Société

Dévarim ou le poids des mots

09/07/2013 | par Daniel Haïk

En quelques phrases, un roi quitte le pouvoir en Belgique, et un président est contraint de l’abandonner en Egypte. Eclairage à travers la paracha Dévarim ("paroles").

L’impact de deux allocutions majeures

Au cours des derniers jours, nous avons été témoins de deux allocutions importantes : mardi soir dernier, dans un discours sans grande envergure c’est le roi des Belges, Albert II qui a annoncé sa décision d’abdiquer et de confier le royaume de Belgique à son fils Philippe. En quelques mots, le souverain a mis fin à 20 années de règne. Le second discours bien plus marquant, et bien plus dramatique a été celui du ministre égyptien de la Défense Abed el Sissi qui, en quelques phrases martelées fermement en direct à la Télévision, a destitué mercredi soir dernier, sous la pression de millions de manifestants rassemblées sur la place Tahrir, le président islamiste Mohamed Morsi.

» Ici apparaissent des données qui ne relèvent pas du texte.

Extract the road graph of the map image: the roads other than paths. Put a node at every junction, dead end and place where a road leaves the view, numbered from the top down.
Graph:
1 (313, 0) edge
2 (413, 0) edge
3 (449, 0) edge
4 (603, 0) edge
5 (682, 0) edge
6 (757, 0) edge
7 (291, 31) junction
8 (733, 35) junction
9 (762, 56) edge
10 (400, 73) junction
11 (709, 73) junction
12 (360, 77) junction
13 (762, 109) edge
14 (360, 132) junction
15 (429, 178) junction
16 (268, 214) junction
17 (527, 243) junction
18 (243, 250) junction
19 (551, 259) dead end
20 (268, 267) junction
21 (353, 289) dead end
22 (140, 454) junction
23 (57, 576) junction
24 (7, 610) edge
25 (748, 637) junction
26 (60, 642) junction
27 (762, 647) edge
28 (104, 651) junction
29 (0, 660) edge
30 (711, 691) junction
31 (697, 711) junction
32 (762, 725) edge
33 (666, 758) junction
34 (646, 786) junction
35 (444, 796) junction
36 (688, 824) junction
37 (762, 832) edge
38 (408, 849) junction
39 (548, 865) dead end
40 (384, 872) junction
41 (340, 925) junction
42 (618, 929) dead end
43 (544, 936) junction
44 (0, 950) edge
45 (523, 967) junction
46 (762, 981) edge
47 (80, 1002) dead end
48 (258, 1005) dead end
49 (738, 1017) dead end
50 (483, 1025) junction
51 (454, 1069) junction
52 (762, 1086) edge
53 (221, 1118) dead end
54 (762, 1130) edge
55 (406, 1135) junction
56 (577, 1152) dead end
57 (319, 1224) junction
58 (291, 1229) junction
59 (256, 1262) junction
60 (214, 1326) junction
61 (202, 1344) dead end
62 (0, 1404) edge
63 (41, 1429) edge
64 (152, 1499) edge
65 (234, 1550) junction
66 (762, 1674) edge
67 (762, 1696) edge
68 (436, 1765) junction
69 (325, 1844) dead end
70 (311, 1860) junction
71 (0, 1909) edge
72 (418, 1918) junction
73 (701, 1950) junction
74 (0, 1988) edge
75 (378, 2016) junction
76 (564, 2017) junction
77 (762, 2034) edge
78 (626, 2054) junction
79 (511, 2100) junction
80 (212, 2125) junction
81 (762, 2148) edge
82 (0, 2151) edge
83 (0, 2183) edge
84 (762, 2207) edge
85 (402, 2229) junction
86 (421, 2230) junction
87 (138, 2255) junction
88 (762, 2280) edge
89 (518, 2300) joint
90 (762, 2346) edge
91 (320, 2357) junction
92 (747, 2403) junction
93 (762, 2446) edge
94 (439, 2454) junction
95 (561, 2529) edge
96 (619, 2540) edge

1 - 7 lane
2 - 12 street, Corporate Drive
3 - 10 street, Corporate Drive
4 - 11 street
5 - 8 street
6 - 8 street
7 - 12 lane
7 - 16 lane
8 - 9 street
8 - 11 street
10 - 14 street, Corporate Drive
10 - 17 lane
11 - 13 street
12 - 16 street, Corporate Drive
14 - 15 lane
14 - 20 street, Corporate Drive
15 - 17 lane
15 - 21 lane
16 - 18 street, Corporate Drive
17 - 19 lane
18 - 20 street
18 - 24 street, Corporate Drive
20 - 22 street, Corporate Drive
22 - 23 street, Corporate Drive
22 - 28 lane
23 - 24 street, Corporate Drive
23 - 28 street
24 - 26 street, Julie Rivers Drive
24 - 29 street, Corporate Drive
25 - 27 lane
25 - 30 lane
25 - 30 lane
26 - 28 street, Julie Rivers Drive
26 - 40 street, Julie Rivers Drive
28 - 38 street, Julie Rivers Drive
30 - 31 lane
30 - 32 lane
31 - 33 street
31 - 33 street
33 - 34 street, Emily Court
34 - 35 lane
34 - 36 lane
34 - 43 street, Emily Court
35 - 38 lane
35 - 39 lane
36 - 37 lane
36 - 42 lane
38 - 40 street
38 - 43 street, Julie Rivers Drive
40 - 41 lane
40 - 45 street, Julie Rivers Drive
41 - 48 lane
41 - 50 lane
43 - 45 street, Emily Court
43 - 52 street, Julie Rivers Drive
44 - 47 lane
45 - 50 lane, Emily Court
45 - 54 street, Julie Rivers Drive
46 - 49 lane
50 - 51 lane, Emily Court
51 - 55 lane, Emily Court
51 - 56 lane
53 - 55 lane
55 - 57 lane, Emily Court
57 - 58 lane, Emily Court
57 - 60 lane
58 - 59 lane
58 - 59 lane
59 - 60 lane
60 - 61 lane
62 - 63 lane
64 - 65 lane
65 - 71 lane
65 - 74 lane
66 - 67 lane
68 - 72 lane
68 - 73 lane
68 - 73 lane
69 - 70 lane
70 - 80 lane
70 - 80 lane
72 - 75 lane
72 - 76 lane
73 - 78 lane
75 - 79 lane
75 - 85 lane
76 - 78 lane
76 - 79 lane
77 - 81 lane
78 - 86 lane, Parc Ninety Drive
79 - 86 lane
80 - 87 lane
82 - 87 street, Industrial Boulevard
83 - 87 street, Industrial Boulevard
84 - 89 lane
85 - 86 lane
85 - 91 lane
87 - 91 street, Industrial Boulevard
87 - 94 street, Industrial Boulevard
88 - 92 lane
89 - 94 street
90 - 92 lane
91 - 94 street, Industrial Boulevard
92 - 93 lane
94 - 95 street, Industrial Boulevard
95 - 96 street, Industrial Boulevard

L’une des émissions les plus célèbres de la radio israélienne (Kol Israel) s’appelle en hébreu « Hakol Dibourim », un intitulé que l’on pourrait traduire par le titre d’une chanson française des années 70, « Paroles, paroles, paroles… », mais qui a contrario de cette chanson entend justement démontrer la force de la parole et son impact sur toute une population. Depuis sa création, il y a une vingtaine d’années, cette émission a joué un rôle majeur dans le débat public au sein de la société israélienne. Ainsi au début de l’an 2000, sa présentatrice la plus connue, Shely Yéhimovitz en avait fait le porte drapeau du retrait israélien du Sud Liban. Pendant des mois, Yéhimovitz, aujourd’hui présidente du parti travailliste, avait critiqué la présence israélienne au Sud Liban, provoquant un véritable mouvement populaire en faveur du retrait des soldats israéliens. Finalement la pression publique exercée par « Hakol Dibourim » a porté ses fruits, et en mai 2000, Tsahal s’est retiré du Sud Liban unilatéralement.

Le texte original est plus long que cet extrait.